__Task requirements__.
Copy each line of the data exactly. Leave nothing out.

-- Given information follows --

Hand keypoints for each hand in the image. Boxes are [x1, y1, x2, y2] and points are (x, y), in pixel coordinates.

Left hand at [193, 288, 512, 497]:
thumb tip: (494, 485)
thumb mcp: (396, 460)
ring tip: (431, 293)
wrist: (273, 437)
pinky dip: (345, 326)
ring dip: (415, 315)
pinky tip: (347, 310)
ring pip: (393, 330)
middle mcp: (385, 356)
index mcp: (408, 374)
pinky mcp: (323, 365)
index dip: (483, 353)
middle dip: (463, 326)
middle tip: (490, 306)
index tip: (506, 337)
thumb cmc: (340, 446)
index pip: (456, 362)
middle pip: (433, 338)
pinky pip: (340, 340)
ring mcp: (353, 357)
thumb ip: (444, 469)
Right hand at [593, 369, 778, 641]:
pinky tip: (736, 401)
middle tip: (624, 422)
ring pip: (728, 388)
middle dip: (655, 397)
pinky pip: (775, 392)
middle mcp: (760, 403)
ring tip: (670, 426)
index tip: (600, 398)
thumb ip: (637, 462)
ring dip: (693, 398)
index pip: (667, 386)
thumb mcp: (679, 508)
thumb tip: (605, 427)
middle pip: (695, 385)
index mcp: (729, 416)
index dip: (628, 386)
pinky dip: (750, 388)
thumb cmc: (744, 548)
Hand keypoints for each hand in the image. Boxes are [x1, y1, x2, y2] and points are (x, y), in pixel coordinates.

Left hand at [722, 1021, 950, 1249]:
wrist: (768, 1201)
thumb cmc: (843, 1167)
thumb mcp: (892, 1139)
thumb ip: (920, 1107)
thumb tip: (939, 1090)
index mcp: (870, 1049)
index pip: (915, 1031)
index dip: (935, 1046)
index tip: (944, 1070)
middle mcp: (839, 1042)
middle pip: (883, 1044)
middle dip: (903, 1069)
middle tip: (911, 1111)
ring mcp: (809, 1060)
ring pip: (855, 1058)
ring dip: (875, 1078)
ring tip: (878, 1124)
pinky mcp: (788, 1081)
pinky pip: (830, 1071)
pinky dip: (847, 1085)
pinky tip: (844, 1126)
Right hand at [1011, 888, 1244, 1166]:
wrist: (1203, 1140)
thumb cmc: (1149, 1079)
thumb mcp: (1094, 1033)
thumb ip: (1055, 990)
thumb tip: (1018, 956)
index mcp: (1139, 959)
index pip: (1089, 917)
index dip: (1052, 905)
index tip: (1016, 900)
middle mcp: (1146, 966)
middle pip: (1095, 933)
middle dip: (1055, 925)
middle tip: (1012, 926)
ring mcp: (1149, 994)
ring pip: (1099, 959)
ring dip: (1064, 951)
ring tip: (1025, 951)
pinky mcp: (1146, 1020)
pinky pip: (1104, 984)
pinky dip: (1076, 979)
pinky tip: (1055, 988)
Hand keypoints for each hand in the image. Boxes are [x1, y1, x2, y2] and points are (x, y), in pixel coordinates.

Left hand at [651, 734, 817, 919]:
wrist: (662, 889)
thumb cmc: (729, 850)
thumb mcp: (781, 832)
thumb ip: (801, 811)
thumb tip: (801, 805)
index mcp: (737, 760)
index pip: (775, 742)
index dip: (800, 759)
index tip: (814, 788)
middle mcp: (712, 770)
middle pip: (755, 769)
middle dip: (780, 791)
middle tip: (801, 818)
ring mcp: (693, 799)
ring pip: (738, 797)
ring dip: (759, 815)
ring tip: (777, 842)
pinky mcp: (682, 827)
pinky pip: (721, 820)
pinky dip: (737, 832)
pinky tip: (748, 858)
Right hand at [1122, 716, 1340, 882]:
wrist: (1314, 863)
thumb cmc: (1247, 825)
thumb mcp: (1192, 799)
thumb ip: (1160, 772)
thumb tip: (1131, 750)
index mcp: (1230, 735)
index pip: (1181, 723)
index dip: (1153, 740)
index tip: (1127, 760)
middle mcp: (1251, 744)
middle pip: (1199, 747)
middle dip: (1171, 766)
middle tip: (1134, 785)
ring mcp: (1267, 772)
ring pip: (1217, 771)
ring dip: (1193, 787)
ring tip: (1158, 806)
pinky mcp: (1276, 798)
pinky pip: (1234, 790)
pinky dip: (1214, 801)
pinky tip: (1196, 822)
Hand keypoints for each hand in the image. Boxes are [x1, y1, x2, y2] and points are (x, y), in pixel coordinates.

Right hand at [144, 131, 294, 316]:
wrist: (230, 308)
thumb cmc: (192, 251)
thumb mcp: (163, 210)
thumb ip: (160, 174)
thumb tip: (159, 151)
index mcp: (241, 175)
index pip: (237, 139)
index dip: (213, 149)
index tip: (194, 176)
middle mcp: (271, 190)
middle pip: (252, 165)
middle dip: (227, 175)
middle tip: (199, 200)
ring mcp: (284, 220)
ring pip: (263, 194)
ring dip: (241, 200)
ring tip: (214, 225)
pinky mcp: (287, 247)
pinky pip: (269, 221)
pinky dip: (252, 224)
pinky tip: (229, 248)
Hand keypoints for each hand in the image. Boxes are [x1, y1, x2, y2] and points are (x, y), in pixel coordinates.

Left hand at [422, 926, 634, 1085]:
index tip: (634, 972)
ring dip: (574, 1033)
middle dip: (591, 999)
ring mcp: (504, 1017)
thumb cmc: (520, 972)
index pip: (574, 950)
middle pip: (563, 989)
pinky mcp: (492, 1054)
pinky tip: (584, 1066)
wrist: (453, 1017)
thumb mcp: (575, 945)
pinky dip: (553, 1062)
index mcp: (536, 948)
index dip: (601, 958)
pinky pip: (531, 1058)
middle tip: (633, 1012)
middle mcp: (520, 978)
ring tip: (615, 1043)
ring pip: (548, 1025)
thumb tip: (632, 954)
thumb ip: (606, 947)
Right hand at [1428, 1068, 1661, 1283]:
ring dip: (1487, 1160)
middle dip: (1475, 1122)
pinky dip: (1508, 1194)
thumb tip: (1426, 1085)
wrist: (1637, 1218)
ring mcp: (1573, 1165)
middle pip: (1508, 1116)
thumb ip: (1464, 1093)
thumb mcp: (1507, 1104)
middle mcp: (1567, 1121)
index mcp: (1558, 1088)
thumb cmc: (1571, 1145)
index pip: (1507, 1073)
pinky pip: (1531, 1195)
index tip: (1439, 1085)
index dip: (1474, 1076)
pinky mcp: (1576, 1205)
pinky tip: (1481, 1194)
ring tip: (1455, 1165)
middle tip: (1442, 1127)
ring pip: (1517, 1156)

-- Given information concluded --

__Solution for this problem__.
Hand keypoints for each hand in the image. Boxes are [x1, y1, x2, y2] and points are (x, y), in pixel coordinates.

Left hand at [193, 288, 512, 497]:
thumb tip: (494, 485)
thumb mcp: (396, 460)
ring tip: (431, 293)
wrist: (273, 437)
pinky dip: (345, 326)
ring dip: (415, 315)
pinky tip: (347, 310)
ring pip: (393, 330)
middle mcp: (385, 356)
index mcp: (408, 374)
pinky mcp: (323, 365)
index dip: (483, 353)
middle dip: (463, 326)
middle tip: (490, 306)
index tip: (506, 337)
thumb cmc: (340, 446)
index pip: (456, 362)
middle pip: (433, 338)
pinky pip: (340, 340)
ring mcp: (353, 357)
thumb ip: (444, 469)
Right hand at [593, 369, 778, 641]:
pinky tip: (736, 401)
middle tip: (624, 422)
ring pip: (728, 388)
middle dip: (655, 397)
pinky pip: (775, 392)
middle mcp: (760, 403)
ring tip: (670, 426)
index tip: (600, 398)
thumb ip: (637, 462)
ring dip: (693, 398)
index pip: (667, 386)
thumb mcp: (679, 508)
thumb tip: (605, 427)
middle pip: (695, 385)
index mcp: (729, 416)
index dip: (628, 386)
pinky dip: (750, 388)
thumb cmc: (744, 548)
Hand keypoints for each hand in the image. Boxes are [x1, y1, x2, y2] and points are (x, y), in pixel coordinates.

Left hand at [722, 1021, 950, 1249]:
wrist: (768, 1201)
thumb cmc: (843, 1167)
thumb mcp: (892, 1139)
thumb ip: (920, 1107)
thumb tip: (939, 1090)
index mcp: (870, 1049)
index pip: (915, 1031)
index dip: (935, 1046)
index tip: (944, 1070)
middle mcp: (839, 1042)
middle pip: (883, 1044)
middle dip: (903, 1069)
middle tip: (911, 1111)
ring mcp: (809, 1060)
ring pip: (855, 1058)
ring dip: (875, 1078)
ring tip: (878, 1124)
pinky mcp: (788, 1081)
pinky pip: (830, 1071)
pinky dip: (847, 1085)
pinky tip: (844, 1126)
Right hand at [1011, 888, 1244, 1166]:
wrist: (1203, 1140)
thumb cmc: (1149, 1079)
thumb mcp: (1094, 1033)
thumb ip: (1055, 990)
thumb tip: (1018, 956)
index mcp: (1139, 959)
index pip: (1089, 917)
index dip: (1052, 905)
index tip: (1016, 900)
middle mcp: (1146, 966)
middle pip: (1095, 933)
middle dip: (1055, 925)
middle tip: (1012, 926)
ring mcp: (1149, 994)
ring pip: (1099, 959)
ring dip: (1064, 951)
ring tip: (1025, 951)
pinky mcp: (1146, 1020)
pinky pip: (1104, 984)
pinky dip: (1076, 979)
pinky tip: (1055, 988)
Hand keypoints for each hand in the image. Boxes are [x1, y1, x2, y2] and points are (x, y), in pixel coordinates.

Left hand at [651, 734, 817, 919]:
wrist: (662, 889)
thumb cmc: (729, 850)
thumb mcp: (781, 832)
thumb ip: (801, 811)
thumb tip: (801, 805)
index mcp: (737, 760)
index pip: (775, 742)
index dip: (800, 759)
index tip: (814, 788)
middle mcp: (712, 770)
middle pip: (755, 769)
middle dip: (780, 791)
middle tip: (801, 818)
ring mcp: (693, 799)
ring pip: (738, 797)
ring dip: (759, 815)
ring tip: (777, 842)
pinky mcp: (682, 827)
pinky pip: (721, 820)
pinky dip: (737, 832)
pinky tip: (748, 858)
Right hand at [1122, 716, 1340, 882]:
wrist: (1314, 863)
thumb cmc: (1247, 825)
thumb mcp: (1192, 799)
thumb ip: (1160, 772)
thumb tip: (1131, 750)
index mcp: (1230, 735)
index pip: (1181, 723)
index dip: (1153, 740)
index tip: (1127, 760)
middle mcp: (1251, 744)
middle pip: (1199, 747)
middle dip: (1171, 766)
middle tip: (1134, 785)
ring mcp: (1267, 772)
ring pip: (1217, 771)
ring dip: (1193, 787)
ring tip: (1158, 806)
pinky mcp: (1276, 798)
pinky pip: (1234, 790)
pinky dip: (1214, 801)
pinky tip: (1196, 822)
Hand keypoints for each hand in the image. Boxes are [x1, y1, x2, y2] and points are (x, y), in pixel coordinates.

Right hand at [144, 131, 294, 316]:
wrist: (230, 308)
thumb cmc: (192, 251)
thumb mcp: (163, 210)
thumb ip: (160, 174)
thumb tip: (159, 151)
index mcp: (241, 175)
index pip: (237, 139)
index dip: (213, 149)
index tip: (194, 176)
middle mcp: (271, 190)
middle pip: (252, 165)
middle dip: (227, 175)
middle tip: (199, 200)
ring mcp: (284, 220)
ring pip: (263, 194)
ring dip: (241, 200)
ring tip: (214, 225)
pinky mcp: (287, 247)
pinky pip: (269, 221)
pinky dip: (252, 224)
pinky tip: (229, 248)
Hand keypoints for each hand in the image. Boxes are [x1, y1, x2, y2] and points are (x, y), in pixel coordinates.

Left hand at [422, 926, 634, 1085]:
index tip: (634, 972)
ring dip: (574, 1033)
middle dip: (591, 999)
ring mcp: (504, 1017)
thumb cmc: (520, 972)
index pip: (574, 950)
middle pip: (563, 989)
pinky mcp: (492, 1054)
pinky tip: (584, 1066)
wrist: (453, 1017)
thumb mcp: (575, 945)
pinky dip: (553, 1062)
index mcp: (536, 948)
index dip: (601, 958)
pinky pip: (531, 1058)
middle tip: (633, 1012)
middle mcp: (520, 978)
ring tip: (615, 1043)
ring pip: (548, 1025)
thumb tip: (632, 954)
thumb ip: (606, 947)
Right hand at [1428, 1068, 1661, 1283]:
ring dip: (1487, 1160)
middle dip: (1475, 1122)
pinky dip: (1508, 1194)
thumb tip: (1426, 1085)
wrist: (1637, 1218)
ring mcp: (1573, 1165)
middle pip: (1508, 1116)
thumb ip: (1464, 1093)
thumb mcp: (1507, 1104)
middle mcp: (1567, 1121)
index mcp: (1558, 1088)
thumb cmc: (1571, 1145)
index pip: (1507, 1073)
pinky pip: (1531, 1195)
index tip: (1439, 1085)
index dip: (1474, 1076)
pinky mcp: (1576, 1205)
pinky tip: (1481, 1194)
ring tip: (1455, 1165)
middle tip: (1442, 1127)
ring pip: (1517, 1156)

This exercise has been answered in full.